Everything good, everything magical happens between the months of June and August.– Jenny Han
Sunny Summer Solstice, friends!
Yesterday my eldest daughter completed her elementary school education. To mark the occasion as school ceremonies are shut down, she invited a couple friends to have a very “fancy” candlelit dinner of pizza, salad, and chocolate cake. We decorated the table with flowers and lanterns and the crystals my daughter collects and then Freddy and I spent the evening locked away in our bedroom so the girls could have some privacy. Before I left, I suggested they write their wishes for junior high on the leaves of our bayleaf plant for good luck. Here’s what I found in the morning:
I hope there will be a vaccine for COVID-19 soon
I hope everyone I care about is safe from all harm
I hope they let us go to school this September
The kids are alright. They’re in it all with us, but they’re alright.
I’ve always loved the longest day of the year, the first day of summer. So much so that I set a chapter of Always Brave, Sometimes Kind on the summer solstice, which, in Canada, often shares the occasion with National Indigenous Day. In this chapter, seventeen year old Miranda struggles to navigate the competing alliances she feels towards community and to following her dreams, resulting in a risk that might cost her everything.
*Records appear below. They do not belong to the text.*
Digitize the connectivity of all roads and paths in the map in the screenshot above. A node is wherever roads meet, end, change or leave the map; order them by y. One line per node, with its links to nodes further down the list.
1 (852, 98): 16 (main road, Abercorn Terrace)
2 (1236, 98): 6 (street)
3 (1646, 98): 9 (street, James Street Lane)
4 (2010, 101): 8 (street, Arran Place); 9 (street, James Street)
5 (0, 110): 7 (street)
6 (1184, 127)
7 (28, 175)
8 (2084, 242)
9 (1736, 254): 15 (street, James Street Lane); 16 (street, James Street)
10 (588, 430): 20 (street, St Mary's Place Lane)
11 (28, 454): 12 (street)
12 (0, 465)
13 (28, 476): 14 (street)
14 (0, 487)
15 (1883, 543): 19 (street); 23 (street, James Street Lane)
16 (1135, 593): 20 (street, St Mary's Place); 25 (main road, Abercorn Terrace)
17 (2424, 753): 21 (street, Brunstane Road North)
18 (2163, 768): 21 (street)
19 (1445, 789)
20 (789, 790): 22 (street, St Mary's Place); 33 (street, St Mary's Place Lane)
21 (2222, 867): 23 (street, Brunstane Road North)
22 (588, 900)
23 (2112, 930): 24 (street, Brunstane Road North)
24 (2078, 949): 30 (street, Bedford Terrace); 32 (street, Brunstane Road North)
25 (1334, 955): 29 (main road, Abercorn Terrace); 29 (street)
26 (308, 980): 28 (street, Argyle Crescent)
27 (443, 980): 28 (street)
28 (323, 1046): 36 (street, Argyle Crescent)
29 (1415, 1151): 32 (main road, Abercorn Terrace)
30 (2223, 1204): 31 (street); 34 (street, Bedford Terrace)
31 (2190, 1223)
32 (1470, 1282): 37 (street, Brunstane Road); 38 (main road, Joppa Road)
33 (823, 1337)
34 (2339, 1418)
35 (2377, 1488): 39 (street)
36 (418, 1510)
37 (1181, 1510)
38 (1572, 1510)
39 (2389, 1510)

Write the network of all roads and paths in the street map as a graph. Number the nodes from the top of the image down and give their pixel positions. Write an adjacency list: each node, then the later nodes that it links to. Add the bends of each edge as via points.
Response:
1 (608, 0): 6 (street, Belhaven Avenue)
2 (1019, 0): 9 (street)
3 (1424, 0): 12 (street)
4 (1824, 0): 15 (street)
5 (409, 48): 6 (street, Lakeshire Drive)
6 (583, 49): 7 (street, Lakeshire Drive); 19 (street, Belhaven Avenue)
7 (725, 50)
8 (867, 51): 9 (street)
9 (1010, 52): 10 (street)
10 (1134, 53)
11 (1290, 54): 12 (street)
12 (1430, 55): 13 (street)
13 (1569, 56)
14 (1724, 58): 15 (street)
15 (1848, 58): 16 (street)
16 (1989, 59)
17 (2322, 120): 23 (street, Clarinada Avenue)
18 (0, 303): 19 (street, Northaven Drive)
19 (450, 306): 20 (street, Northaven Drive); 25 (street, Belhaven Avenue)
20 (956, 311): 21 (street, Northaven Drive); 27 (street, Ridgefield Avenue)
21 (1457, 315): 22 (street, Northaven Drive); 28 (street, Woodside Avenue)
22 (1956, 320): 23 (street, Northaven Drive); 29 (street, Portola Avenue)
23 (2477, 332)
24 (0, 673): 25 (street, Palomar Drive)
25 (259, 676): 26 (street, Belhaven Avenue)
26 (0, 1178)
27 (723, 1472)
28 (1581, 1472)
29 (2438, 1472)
Are you more of a sun-greeter, or a head-coverer?
I am definitely in the first camp. A couple years ago I met the longest day with a morning campfire at sunrise, and then panicked and hosed it out when I realized the people driving to work at 5am might assume the smoke coming out of my backyard was a house fire and call it in! It’s a different year with the cancellation of festivals and get-togethers. How do you usually celebrate the longest day?
Set in the cities, reserves, and rural reaches of Alberta, Katie Bickell’s debut novel is told in a series of stories that span the years from 1990 to 2016, through cycles of boom and bust in the oil fields, government budget cuts and workers rights policies, the rising opioid crisis, and the intersecting lives of people whose communities sometimes stretch farther than they know.
We meet a teenage runaway who goes into labour at West Edmonton Mall, a doctor managing hospital overflow in a time of healthcare cutbacks, a broke dad making extra pay through a phone sex line, a young musician who dreams of fame beyond the reserve, and a dedicated hockey mom grappling with sense of self when she’s no longer needed―or welcome―at the rink.
Always Brave, Sometimes Kind captures a network of friends, caregivers, in-laws, and near misses, with each character’s life coming into greater focus as we learn more about the people around them. Tracing alliances and betrayals from different perspectives over decades, Bickell writes an ode to home and community that is both warm and gritty, well-defined and utterly complicated.